[Required action] Could you write out each of the records below exactly?

---------- Source information

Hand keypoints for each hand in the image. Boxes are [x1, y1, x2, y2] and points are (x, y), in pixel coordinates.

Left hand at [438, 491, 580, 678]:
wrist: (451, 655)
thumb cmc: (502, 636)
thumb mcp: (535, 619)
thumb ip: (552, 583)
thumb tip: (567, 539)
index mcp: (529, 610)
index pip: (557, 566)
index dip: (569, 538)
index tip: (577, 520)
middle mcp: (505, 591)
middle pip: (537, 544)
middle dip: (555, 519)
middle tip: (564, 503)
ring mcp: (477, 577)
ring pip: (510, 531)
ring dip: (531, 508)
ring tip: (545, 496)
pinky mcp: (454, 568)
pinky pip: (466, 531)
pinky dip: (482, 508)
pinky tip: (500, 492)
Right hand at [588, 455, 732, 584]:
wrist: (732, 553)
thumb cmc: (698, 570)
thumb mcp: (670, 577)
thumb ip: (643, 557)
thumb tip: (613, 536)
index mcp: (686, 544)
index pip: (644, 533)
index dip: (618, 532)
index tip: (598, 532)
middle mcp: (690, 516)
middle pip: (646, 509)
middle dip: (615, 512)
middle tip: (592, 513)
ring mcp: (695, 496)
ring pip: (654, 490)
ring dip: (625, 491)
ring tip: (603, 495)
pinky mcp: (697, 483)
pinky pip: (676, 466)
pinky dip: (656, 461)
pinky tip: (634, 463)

--------------------

[Task answer]
Hand keypoints for each hand in the image. Boxes are [x1, y1, x2, y2] and points are (x, y), in pixel coordinates.

Left hand at [438, 491, 580, 678]:
wrist: (451, 655)
thumb cmc: (502, 636)
thumb mcp: (535, 619)
thumb ip: (552, 583)
thumb tip: (567, 539)
index mcp: (529, 610)
index pip: (557, 566)
index dip: (569, 538)
index tip: (577, 520)
middle mcp: (505, 591)
middle pip: (537, 544)
middle dip: (555, 519)
middle tip: (564, 503)
ring mcp: (477, 577)
ring pip: (510, 531)
ring dip: (531, 508)
ring tip: (545, 496)
pinky mcp: (454, 568)
pinky pip: (466, 531)
pinky dip: (482, 508)
pinky tip: (500, 492)
Right hand at [588, 455, 732, 584]:
wrist: (732, 553)
thumb cmc: (698, 570)
thumb mcp: (670, 577)
thumb ip: (643, 557)
thumb tip: (613, 536)
index mcp: (686, 544)
index pip: (644, 533)
index dip: (618, 532)
index tip: (598, 532)
middle mcp: (690, 516)
middle pip: (646, 509)
middle dip: (615, 512)
middle tip: (592, 513)
ring mcp: (695, 496)
ring pip: (654, 490)
ring dip: (625, 491)
ring tip: (603, 495)
pinky mcp: (697, 483)
pinky pip: (676, 466)
pinky dip: (656, 461)
pinky tip: (634, 463)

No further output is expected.